(Source information):
★ ★ ★

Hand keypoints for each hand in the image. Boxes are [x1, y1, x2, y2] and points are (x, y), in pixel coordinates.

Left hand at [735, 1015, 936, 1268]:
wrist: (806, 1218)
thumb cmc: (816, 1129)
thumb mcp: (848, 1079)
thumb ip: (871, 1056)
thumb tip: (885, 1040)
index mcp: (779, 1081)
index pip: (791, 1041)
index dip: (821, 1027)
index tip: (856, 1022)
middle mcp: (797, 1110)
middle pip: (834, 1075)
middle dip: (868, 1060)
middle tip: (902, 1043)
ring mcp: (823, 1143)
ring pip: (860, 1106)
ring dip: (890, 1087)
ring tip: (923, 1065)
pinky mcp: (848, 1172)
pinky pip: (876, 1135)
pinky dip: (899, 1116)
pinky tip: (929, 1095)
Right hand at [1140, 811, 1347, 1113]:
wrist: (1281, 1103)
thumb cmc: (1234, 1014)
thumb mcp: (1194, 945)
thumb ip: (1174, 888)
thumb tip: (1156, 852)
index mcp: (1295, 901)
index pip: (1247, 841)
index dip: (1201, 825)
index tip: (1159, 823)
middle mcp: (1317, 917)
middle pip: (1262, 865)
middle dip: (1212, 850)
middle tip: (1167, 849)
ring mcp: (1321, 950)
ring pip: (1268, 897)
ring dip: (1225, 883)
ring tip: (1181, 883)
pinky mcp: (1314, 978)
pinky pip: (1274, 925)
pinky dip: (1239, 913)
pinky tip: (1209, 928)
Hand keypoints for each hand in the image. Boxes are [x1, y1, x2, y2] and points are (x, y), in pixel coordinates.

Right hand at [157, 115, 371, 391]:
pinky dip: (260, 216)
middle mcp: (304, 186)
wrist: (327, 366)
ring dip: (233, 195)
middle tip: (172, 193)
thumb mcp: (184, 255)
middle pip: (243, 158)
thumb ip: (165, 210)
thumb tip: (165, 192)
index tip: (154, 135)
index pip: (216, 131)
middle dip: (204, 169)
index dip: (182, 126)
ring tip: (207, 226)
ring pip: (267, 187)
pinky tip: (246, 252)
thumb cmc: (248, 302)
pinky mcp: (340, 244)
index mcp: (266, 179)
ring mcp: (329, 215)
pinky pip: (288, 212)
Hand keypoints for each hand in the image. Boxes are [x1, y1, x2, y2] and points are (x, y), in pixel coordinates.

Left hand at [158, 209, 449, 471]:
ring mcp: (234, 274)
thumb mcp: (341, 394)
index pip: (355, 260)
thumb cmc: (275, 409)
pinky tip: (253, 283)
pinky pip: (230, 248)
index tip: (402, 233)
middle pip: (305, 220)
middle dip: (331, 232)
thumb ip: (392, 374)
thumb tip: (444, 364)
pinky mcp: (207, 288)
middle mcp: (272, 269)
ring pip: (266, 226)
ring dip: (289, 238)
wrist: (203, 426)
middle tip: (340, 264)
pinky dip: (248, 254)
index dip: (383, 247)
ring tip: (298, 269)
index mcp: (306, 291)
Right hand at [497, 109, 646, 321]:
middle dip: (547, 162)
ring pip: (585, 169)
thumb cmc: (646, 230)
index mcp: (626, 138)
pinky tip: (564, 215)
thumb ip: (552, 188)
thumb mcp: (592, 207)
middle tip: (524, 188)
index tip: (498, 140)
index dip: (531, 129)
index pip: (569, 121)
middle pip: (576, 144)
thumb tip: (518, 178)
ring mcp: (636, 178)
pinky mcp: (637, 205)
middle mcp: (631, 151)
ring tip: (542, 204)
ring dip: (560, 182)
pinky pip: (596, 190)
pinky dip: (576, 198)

★ ★ ★

(Brief):
What you give back must be the stretch above, starting at the line with "ring pip: (860, 1106)" and ending at the line with "pinky tip: (1209, 928)", copied exactly.

(Task response):
ring pip: (860, 1106)
ring dip: (890, 1087)
ring tip: (923, 1065)
pinky mcp: (848, 1172)
pinky pip: (876, 1135)
pinky dip: (899, 1116)
pinky tip: (929, 1095)
Right hand at [1140, 811, 1347, 1113]:
wrist: (1281, 1103)
thumb cmc: (1234, 1014)
thumb mcp: (1194, 945)
thumb ip: (1174, 888)
thumb tip: (1156, 852)
index mcp: (1295, 901)
index pip: (1247, 841)
index dip: (1201, 825)
index tip: (1159, 823)
middle mcp: (1317, 917)
middle pip: (1262, 865)
middle dip: (1212, 850)
middle tip: (1167, 849)
ring mcp: (1321, 950)
ring pip: (1268, 897)
ring dip: (1225, 883)
ring tip: (1181, 883)
pinky mcp: (1314, 978)
pinky pip: (1274, 925)
pinky dip: (1239, 913)
pinky tip: (1209, 928)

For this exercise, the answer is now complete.